I understand that the purpose of today's hearing is to elicit testimony and debate on two issues highlighted in the Staff Report: (1) the training of immigration officers in terrorist travel indicators, and (2) the policy of not tailoring authorized admission periods to individuals entering on visitor visas. Because I have been out of government since 2000, I am not able to provide testimony on current training policies and practices. So I will focus primarily on the issue of visitor visa admission periods.

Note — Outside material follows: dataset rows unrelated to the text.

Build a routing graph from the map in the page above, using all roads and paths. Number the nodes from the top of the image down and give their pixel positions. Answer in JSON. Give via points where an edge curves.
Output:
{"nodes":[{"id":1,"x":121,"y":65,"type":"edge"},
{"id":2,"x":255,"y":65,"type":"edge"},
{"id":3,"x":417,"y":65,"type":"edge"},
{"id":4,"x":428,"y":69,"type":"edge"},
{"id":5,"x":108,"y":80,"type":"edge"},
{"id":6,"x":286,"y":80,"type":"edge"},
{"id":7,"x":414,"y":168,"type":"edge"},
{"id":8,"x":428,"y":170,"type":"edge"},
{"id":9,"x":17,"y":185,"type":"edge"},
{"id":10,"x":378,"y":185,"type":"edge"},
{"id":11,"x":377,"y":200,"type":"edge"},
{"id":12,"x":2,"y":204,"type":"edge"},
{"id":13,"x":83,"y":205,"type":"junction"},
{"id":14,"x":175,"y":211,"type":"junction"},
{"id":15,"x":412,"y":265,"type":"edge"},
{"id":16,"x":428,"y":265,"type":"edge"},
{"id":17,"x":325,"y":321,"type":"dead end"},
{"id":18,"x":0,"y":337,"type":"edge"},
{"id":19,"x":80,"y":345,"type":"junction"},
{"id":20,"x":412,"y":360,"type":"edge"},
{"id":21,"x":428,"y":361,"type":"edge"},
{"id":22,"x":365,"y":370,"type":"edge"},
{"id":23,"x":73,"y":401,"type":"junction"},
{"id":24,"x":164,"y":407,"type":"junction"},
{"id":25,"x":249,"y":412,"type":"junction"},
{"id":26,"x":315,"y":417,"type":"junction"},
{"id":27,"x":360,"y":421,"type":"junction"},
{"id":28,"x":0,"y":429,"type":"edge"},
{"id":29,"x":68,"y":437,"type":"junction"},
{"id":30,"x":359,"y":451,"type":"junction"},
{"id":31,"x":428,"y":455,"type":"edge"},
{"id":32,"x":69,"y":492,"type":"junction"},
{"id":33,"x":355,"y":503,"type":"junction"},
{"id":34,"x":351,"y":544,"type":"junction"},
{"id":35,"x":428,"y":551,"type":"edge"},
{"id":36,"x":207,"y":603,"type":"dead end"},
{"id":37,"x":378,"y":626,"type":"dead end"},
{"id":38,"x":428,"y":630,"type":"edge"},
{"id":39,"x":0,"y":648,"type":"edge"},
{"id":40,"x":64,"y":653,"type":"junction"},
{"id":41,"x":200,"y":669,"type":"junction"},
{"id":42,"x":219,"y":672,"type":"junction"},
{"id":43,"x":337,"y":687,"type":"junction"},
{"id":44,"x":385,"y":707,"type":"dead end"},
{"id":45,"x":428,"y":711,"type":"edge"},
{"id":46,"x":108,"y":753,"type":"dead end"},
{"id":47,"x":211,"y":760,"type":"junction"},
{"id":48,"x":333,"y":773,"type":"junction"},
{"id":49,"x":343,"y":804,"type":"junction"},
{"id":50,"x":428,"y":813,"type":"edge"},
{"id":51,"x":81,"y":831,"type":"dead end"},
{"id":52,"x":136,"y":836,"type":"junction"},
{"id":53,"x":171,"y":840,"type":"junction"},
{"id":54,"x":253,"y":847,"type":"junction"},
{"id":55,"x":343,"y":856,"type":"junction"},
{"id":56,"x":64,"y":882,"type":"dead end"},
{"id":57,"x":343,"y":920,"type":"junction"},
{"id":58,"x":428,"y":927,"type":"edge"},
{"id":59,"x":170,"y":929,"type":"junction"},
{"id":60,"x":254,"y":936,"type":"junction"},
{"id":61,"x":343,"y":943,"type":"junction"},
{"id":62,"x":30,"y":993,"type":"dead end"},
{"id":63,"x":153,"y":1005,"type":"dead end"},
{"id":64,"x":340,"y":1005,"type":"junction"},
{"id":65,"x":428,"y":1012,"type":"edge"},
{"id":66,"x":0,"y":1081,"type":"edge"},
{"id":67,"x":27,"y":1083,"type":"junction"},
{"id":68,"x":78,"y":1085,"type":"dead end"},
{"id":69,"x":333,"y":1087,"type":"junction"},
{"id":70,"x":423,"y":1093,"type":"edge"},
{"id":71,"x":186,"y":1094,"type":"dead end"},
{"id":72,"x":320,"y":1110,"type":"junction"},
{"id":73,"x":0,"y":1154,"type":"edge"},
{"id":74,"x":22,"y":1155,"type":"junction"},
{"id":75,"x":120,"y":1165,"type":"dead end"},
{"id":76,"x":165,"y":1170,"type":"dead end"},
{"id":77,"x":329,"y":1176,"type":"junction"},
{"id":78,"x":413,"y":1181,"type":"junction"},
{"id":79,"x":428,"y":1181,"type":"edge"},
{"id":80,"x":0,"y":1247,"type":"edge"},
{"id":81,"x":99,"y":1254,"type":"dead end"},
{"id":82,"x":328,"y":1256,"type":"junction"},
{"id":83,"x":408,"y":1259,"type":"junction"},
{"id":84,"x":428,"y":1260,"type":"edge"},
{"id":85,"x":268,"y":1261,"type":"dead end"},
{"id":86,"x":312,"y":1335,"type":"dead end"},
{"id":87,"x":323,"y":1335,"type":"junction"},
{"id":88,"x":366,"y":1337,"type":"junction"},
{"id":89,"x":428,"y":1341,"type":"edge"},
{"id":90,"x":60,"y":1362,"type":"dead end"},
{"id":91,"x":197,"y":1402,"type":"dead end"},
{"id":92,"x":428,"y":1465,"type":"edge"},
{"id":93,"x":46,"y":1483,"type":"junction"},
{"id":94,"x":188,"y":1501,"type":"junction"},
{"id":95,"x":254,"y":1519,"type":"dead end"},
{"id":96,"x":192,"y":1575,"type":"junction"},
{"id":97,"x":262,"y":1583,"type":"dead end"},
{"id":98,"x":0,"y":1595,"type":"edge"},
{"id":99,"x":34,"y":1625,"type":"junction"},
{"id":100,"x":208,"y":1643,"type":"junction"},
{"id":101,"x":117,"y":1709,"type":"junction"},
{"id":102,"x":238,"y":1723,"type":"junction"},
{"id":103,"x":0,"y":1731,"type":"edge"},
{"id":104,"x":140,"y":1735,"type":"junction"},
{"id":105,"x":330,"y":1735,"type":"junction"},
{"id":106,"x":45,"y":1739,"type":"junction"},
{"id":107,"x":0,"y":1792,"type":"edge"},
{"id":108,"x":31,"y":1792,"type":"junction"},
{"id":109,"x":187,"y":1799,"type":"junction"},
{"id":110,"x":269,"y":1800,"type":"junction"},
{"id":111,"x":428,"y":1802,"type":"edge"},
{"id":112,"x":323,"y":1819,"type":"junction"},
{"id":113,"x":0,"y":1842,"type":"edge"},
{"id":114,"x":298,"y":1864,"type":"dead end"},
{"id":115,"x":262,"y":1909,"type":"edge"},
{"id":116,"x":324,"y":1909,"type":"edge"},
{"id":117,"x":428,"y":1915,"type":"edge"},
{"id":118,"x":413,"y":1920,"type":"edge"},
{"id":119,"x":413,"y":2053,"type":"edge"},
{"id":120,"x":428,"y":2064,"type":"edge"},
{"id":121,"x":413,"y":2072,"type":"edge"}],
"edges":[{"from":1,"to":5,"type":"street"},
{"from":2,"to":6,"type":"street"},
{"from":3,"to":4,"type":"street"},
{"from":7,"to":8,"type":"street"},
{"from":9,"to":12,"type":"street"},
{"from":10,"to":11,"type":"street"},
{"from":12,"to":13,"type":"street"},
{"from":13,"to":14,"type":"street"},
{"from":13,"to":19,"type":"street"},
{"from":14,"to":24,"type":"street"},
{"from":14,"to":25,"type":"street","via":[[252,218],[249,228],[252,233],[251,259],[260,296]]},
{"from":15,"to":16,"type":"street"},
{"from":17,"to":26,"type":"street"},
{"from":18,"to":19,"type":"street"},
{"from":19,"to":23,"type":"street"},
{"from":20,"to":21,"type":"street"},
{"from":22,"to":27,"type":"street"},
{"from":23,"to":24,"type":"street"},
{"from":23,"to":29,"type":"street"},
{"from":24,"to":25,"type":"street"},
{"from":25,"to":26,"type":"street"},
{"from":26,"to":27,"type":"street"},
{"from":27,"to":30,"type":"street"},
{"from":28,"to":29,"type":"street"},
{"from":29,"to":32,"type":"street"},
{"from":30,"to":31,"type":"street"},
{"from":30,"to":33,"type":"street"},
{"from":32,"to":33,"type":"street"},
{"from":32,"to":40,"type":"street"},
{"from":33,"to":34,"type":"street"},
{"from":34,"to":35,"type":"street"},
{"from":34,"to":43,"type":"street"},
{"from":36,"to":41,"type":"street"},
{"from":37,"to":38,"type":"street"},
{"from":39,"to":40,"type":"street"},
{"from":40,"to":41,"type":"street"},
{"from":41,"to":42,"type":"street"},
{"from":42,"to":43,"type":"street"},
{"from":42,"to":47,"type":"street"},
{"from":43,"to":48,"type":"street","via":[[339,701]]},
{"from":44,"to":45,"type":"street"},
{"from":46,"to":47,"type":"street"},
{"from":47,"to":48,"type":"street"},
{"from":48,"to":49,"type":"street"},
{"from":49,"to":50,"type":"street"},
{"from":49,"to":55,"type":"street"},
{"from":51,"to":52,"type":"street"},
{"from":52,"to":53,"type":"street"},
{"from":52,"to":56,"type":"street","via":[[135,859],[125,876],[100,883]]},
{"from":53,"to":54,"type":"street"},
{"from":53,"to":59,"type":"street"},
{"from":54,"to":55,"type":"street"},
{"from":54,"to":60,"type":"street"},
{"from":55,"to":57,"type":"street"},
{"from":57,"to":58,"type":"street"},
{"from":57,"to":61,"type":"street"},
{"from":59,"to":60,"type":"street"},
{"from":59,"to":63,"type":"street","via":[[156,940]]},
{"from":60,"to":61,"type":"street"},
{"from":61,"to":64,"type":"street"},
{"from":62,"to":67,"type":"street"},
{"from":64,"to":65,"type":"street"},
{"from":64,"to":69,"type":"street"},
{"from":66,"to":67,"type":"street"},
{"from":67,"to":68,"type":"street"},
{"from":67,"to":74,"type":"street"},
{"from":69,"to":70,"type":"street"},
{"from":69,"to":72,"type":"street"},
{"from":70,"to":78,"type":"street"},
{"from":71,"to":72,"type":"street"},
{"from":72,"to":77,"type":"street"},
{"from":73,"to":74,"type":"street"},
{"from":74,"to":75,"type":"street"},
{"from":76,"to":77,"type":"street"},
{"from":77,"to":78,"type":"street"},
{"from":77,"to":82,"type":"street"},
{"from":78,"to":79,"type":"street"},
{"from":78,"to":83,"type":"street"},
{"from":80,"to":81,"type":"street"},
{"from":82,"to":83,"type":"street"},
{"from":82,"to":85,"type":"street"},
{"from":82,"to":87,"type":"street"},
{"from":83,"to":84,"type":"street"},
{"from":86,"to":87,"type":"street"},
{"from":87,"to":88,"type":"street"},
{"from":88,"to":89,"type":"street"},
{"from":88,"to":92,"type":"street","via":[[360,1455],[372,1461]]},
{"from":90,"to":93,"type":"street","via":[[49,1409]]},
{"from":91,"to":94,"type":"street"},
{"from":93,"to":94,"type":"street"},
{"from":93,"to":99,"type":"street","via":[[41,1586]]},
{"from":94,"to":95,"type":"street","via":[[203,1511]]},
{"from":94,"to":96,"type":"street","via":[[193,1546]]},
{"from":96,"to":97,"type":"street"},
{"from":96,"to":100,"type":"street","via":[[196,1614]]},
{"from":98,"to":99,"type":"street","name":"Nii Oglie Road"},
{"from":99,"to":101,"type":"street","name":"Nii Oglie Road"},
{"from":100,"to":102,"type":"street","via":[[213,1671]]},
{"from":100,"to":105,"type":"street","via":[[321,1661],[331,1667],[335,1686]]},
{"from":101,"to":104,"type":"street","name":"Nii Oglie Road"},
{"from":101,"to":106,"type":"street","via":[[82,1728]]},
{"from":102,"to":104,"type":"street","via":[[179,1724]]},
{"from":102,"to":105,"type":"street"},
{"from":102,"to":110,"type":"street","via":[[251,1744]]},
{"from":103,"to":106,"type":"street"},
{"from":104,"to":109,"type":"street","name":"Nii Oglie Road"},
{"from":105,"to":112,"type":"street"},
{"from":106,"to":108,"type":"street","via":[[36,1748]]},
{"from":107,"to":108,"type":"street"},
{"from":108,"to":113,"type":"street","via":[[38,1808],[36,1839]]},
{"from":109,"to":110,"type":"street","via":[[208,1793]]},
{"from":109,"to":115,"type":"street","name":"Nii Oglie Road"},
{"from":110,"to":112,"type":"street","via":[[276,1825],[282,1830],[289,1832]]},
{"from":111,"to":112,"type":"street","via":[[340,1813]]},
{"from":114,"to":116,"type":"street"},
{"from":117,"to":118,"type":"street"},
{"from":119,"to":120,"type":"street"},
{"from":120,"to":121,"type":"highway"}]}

The policy guideline of six-month stays for temporary visitors for pleasure, the B2 visa, dates from the early 1980's. I was Acting Commissioner and then Executive Associate Commissioner of INS at the time that it was developed and first implemented. The policy was established as part of a broad effort to better manage adjudication workloads and to supply guidance to field offices and ports of entry that would result in greater consistency in decisionmaking by immigration offices and officials.
As remains the case today, adjudication demands far outstripped INS' ability to be current in processing cases, provide timely service, and manage its work to meet the goals of the nation's immigration law and policies. To improve the agency's performance, INS introduced a broad range of procedural, case management, and regulatory changes. The most far-reaching was the establishment of the four Service Centers where the majority of immigration adjudications are now done.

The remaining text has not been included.